> [DESCRIPTION OF THE TASK] Report all lines of the records that contain "main".

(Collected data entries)
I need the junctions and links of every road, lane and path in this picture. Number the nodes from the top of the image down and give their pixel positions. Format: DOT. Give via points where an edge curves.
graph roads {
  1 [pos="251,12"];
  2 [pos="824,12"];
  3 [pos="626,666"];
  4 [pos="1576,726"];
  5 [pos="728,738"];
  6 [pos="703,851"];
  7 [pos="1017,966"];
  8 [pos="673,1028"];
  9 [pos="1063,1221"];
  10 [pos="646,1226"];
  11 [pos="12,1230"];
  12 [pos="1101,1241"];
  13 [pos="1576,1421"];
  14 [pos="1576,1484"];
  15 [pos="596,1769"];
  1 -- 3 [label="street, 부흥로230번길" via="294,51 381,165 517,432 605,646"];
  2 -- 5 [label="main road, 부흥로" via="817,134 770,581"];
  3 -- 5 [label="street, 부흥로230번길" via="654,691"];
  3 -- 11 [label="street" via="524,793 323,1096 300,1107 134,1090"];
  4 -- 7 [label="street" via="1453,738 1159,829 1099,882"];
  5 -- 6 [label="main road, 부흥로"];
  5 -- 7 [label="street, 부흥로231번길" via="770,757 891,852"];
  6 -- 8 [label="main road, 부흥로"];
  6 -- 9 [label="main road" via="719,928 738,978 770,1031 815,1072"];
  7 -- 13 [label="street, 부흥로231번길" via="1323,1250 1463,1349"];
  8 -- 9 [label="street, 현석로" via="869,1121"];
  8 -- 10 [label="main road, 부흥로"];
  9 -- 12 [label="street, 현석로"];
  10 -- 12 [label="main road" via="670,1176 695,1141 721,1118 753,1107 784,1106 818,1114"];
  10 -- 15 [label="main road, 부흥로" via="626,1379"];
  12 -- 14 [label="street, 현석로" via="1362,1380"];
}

> [SOLUTION FOR THIS PROBLEM]
  2 -- 5 [label="main road, 부흥로" via="817,134 770,581"];
  5 -- 6 [label="main road, 부흥로"];
  6 -- 8 [label="main road, 부흥로"];
  6 -- 9 [label="main road" via="719,928 738,978 770,1031 815,1072"];
  8 -- 10 [label="main road, 부흥로"];
  10 -- 12 [label="main road" via="670,1176 695,1141 721,1118 753,1107 784,1106 818,1114"];
  10 -- 15 [label="main road, 부흥로" via="626,1379"];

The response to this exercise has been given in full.